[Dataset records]
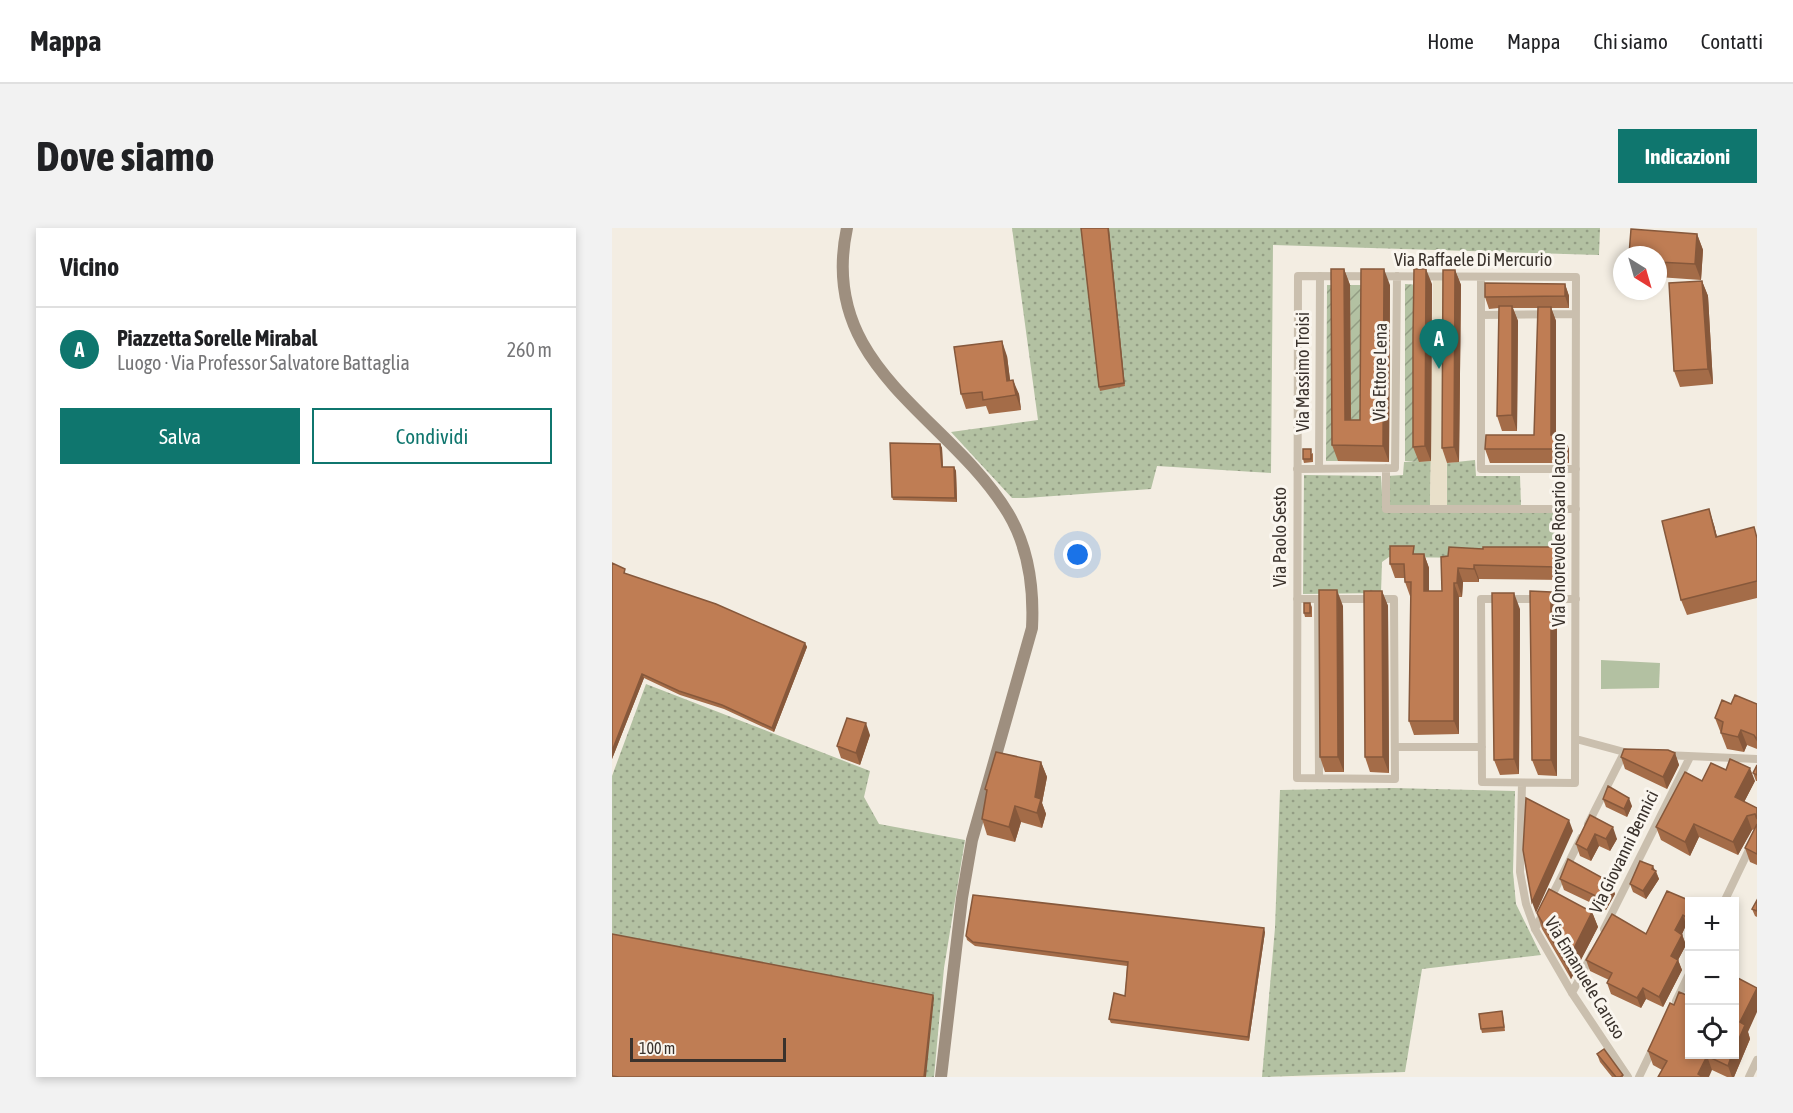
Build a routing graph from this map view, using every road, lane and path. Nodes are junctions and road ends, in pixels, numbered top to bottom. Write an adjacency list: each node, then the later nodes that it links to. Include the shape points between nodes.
1 (847, 228): 35 (street, via 842,262 844,285 864,348 893,386 983,480 1008,513 1020,537 1034,600 1032,628 972,840)
2 (1298, 276): 3 (street, Via Raffaele Di Mercurio); 11 (street, Via Paolo Sesto)
3 (1320, 276): 4 (street, Via Raffaele Di Mercurio); 9 (street, Via Massimo Troisi)
4 (1397, 276): 5 (street, Via Raffaele Di Mercurio); 10 (street, Via Ettore Lena, via 1395,468)
5 (1481, 277): 6 (street, Via Raffaele Di Mercurio); 8 (street)
6 (1576, 277): 7 (street, Via Onorevole Rosario Iacono)
7 (1576, 314): 8 (street); 12 (street, Via Onorevole Rosario Iacono)
8 (1481, 315): 12 (street, via 1481,469)
9 (1319, 468): 10 (street); 11 (street)
10 (1386, 468): 13 (street, via 1386,509)
11 (1297, 469): 14 (street, Via Paolo Sesto)
12 (1576, 469): 13 (street, Via Onorevole Rosario Iacono)
13 (1576, 509): 16 (street, Via Onorevole Rosario Iacono)
14 (1297, 599): 15 (street); 25 (street, Via Paolo Sesto, via 1297,778)
15 (1318, 599): 18 (street, via 1395,599); 25 (street)
16 (1576, 599): 17 (street, Via Onorevole Rosario Iacono); 19 (street, via 1481,599)
17 (1576, 740): 20 (street); 26 (street, Via Onorevole Rosario Iacono, via 1575,783)
18 (1395, 747): 19 (street); 25 (street, via 1395,779)
19 (1482, 747): 26 (street, via 1482,782)
20 (1624, 753): 21 (street); 29 (street)
21 (1635, 753)
22 (1657, 755): 23 (street)
23 (1690, 757): 24 (street); 31 (street, Via Giovanni Bennici)
24 (1757, 759)
25 (1319, 778)
26 (1522, 783): 29 (street, Via Emanuele Caruso, via 1520,872)
27 (1757, 832): 28 (street)
28 (1726, 897)
29 (1535, 929): 31 (street, Via Emanuele Caruso)
30 (1685, 980): 32 (street)
31 (1572, 993): 36 (street, Via Emanuele Caruso)
32 (1669, 1014)
33 (1659, 1035): 37 (street)
34 (1757, 1060): 38 (street)
35 (941, 1077)
36 (1628, 1077)
37 (1639, 1077)
38 (1749, 1077)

Work required:
Provide the count of lines in the records above that hold the word "Paolo", with no other text.

Exercise response:
3